On November 6, 2021, the Braves selected Demeritte's contract to the 40-man roster, and on April 20, 2022, the Braves called Demeritte up from the minors. On April 29, Demeritte hit an inside-the-park home run against the Texas Rangers, the first inside-the-park home run in Globe Life Field history.

On August 16, 2022, Demeritte was designated for assignment. He cleared waivers and was sent outright to Triple-A Gwinnett on August 19. On October 17, Demeritte elected free agency.

===Southern Maryland Blue Crabs===
On July 14, 2024, Demeritte signed with the Southern Maryland Blue Crabs of the Atlantic League of Professional Baseball.
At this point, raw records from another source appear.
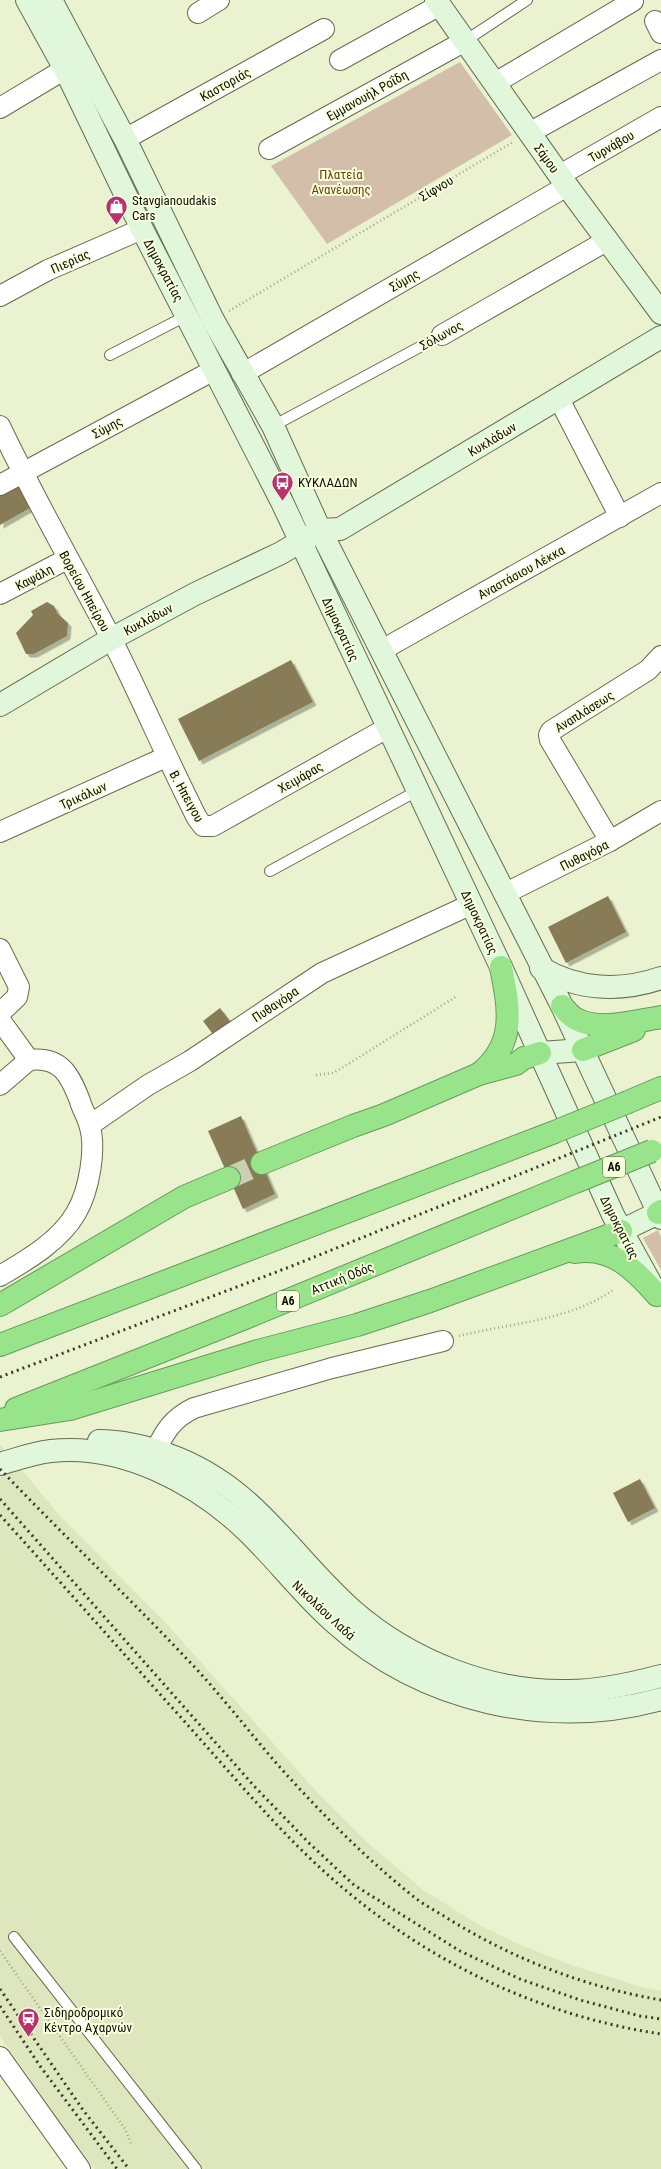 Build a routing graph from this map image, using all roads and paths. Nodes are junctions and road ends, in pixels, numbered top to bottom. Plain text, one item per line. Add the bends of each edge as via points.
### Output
1 (27, 0) edge
2 (51, 0) edge
3 (219, 0) edge
4 (527, 0) edge
5 (632, 2) dead end
6 (438, 3) edge
7 (198, 13) dead end
8 (324, 29) dead end
9 (465, 42) junction
10 (340, 60) dead end
11 (661, 60) edge
12 (65, 69) junction
13 (495, 83) junction
14 (0, 108) edge
15 (661, 117) edge
16 (529, 133) junction
17 (125, 139) junction
18 (270, 149) dead end
19 (564, 181) junction
20 (142, 229) junction
21 (608, 240) junction
22 (0, 296) edge
23 (661, 313) edge
24 (188, 315) junction
25 (213, 320) junction
26 (442, 335) joint
27 (661, 337) edge
28 (110, 355) dead end
29 (214, 370) junction
30 (242, 374) junction
31 (559, 399) junction
32 (0, 426) edge
33 (273, 426) junction
34 (22, 473) junction
35 (0, 485) edge
36 (661, 494) edge
37 (620, 517) junction
38 (320, 530) junction
39 (300, 540) junction
40 (67, 559) junction
41 (0, 594) edge
42 (111, 639) junction
43 (382, 650) junction
44 (661, 656) edge
45 (0, 705) edge
46 (387, 728) junction
47 (166, 757) junction
48 (417, 791) junction
49 (661, 811) edge
50 (213, 826) joint
51 (0, 832) edge
52 (610, 842) junction
53 (270, 871) dead end
54 (504, 894) junction
55 (472, 904) junction
56 (0, 949) edge
57 (501, 967) junction
58 (541, 968) junction
59 (661, 978) edge
60 (457, 996) dead end
61 (562, 1006) junction
62 (0, 1012) edge
63 (661, 1018) edge
64 (0, 1021) edge
65 (583, 1050) junction
66 (540, 1053) junction
67 (29, 1060) junction
68 (479, 1074) junction
69 (316, 1075) dead end
70 (0, 1085) edge
71 (661, 1088) edge
72 (90, 1125) junction
73 (657, 1149) edge
74 (262, 1163) tunnel mouth
75 (229, 1178) tunnel mouth
76 (660, 1214) edge
77 (621, 1231) junction
78 (556, 1254) junction
79 (0, 1276) edge
80 (613, 1290) dead end
81 (659, 1299) edge
82 (0, 1304) edge
83 (443, 1341) joint
84 (0, 1345) edge
85 (0, 1415) edge
86 (0, 1420) edge
87 (156, 1450) junction
88 (8, 1462) edge
89 (661, 1676) edge
90 (661, 1699) edge
91 (14, 1937) dead end
92 (0, 1951) edge
93 (0, 2057) edge
94 (132, 2146) dead end
95 (80, 2169) edge
96 (196, 2169) edge

1 - 12 main road, Δημοκρατίας
2 - 17 main road, Δημοκρατίας
3 - 7 street
4 - 9 lane
5 - 13 street
6 - 9 main road, Σάμου
6 - 10 street
8 - 17 street, Καστοριάς
9 - 13 main road, Σάμου
9 - 18 street, Εμμανουήλ Ροΐδη
11 - 16 street
12 - 14 street
12 - 20 main road, Δημοκρατίας
13 - 16 main road, Σάμου
15 - 19 street, Τυρνάβου
16 - 19 main road, Σάμου
16 - 25 path, Σίφνου
17 - 25 main road, Δημοκρατίας
19 - 21 main road, Σάμου
19 - 30 street, Σύμης
20 - 22 street, Πιερίας via 48,270
20 - 24 main road, Δημοκρατίας
21 - 23 main road, Σάμου
21 - 26 street, Σόλωνος
24 - 28 lane
24 - 29 main road, Δημοκρατίας
25 - 30 main road, Δημοκρατίας
26 - 33 lane, Σόλωνος
27 - 31 main road, Κυκλάδων
29 - 34 street, Σύμης
29 - 39 main road, Δημοκρατίας
30 - 33 main road, Δημοκρατίας
31 - 37 street
31 - 38 main road, Κυκλάδων via 340,529
32 - 34 street, Βορείου Ηπείρου
33 - 38 main road, Δημοκρατίας
34 - 35 street, Σύμης
34 - 40 street, Βορείου Ηπείρου
36 - 37 street, Αναστάσιου Λέκκα
37 - 43 street, Αναστάσιου Λέκκα
38 - 39 main road
38 - 43 main road, Δημοκρατίας
39 - 42 main road, Κυκλάδων via 281,553 195,594
39 - 46 main road, Δημοκρατίας
40 - 41 street, Καψάλη
40 - 42 street, Βορείου Ηπείρου
42 - 45 main road, Κυκλάδων
42 - 47 street, Βορείου Ηπείρου
43 - 54 main road, Δημοκρατίας
44 - 52 street, Αναπλάσεως via 648,670 551,731 549,736
46 - 48 main road, Δημοκρατίας
46 - 50 street, Χειμάρας
47 - 50 street, Β. Ηπειγου via 197,818 203,826
47 - 51 street, Τρικάλων
48 - 53 lane
48 - 55 main road, Δημοκρατίας
49 - 52 street, Πυθαγόρα
52 - 54 street, Πυθαγόρα
54 - 58 main road, Δημοκρατίας
55 - 57 main road, Δημοκρατίας
55 - 72 street, Πυθαγόρα via 322,973 190,1062 148,1085
56 - 62 street via 19,987 17,998
57 - 66 main road, Δημοκρατίας
57 - 68 highway via 509,1019 500,1050 492,1064
58 - 59 main road via 569,982 593,986 628,986
58 - 61 main road, Δημοκρατίας
60 - 69 path via 333,1073
61 - 63 highway via 574,1018 588,1023 608,1025
61 - 65 main road, Δημοκρατίας
63 - 65 highway
64 - 67 street
65 - 66 main road
65 - 76 main road, Δημοκρατίας
66 - 68 highway via 524,1058 516,1064
66 - 77 main road, Δημοκρατίας
67 - 70 street
67 - 72 street via 46,1060 61,1067 73,1083
68 - 74 highway
71 - 84 highway, bridge via 552,1133
72 - 79 street via 88,1182 68,1226 56,1238
73 - 85 highway, Αττική Οδός / Α6, bridge via 245,1318
75 - 82 highway via 184,1197
76 - 77 main road
77 - 78 highway
77 - 81 main road, Δημοκρατίας
78 - 81 highway via 582,1251 615,1257 639,1274
78 - 86 highway via 357,1325 258,1351 70,1409
80 - 83 path via 589,1304 570,1311
83 - 87 street via 332,1368 194,1408 174,1420
87 - 88 main road, Νικολάου Λαδά via 107,1441 83,1441 50,1445
87 - 89 main road, Νικολάου Λαδά via 210,1473 237,1492 352,1610 386,1636 436,1664 499,1683 531,1689 568,1691 632,1684
88 - 90 main road, Νικολάου Λαδά via 52,1451 83,1451 129,1460 177,1478 222,1507 335,1624 409,1674 444,1689 497,1705 542,1711 592,1712
91 - 96 lane
92 - 94 path via 125,2130
93 - 95 street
In 22 games for the Blue Crabs, he slashed .221/.365/.351 with two home runs, five RBI, and two stolen bases. Demeritte was released by the team on August 25.

===Charleston Dirty Birds===
On April 24, 2025, Demeritte signed with the Charleston Dirty Birds of the Atlantic League of Professional Baseball. In 83 appearances for the Dirty Birds, he batted .232/.311/.377 with eight home runs, 33 RBI, and 10 stolen bases. Demeritte was released by Charleston on August 19.

==Personal life==
Demeritte's parents, Trent Demeritte and Felecia Rodgers, live in Winder, Georgia.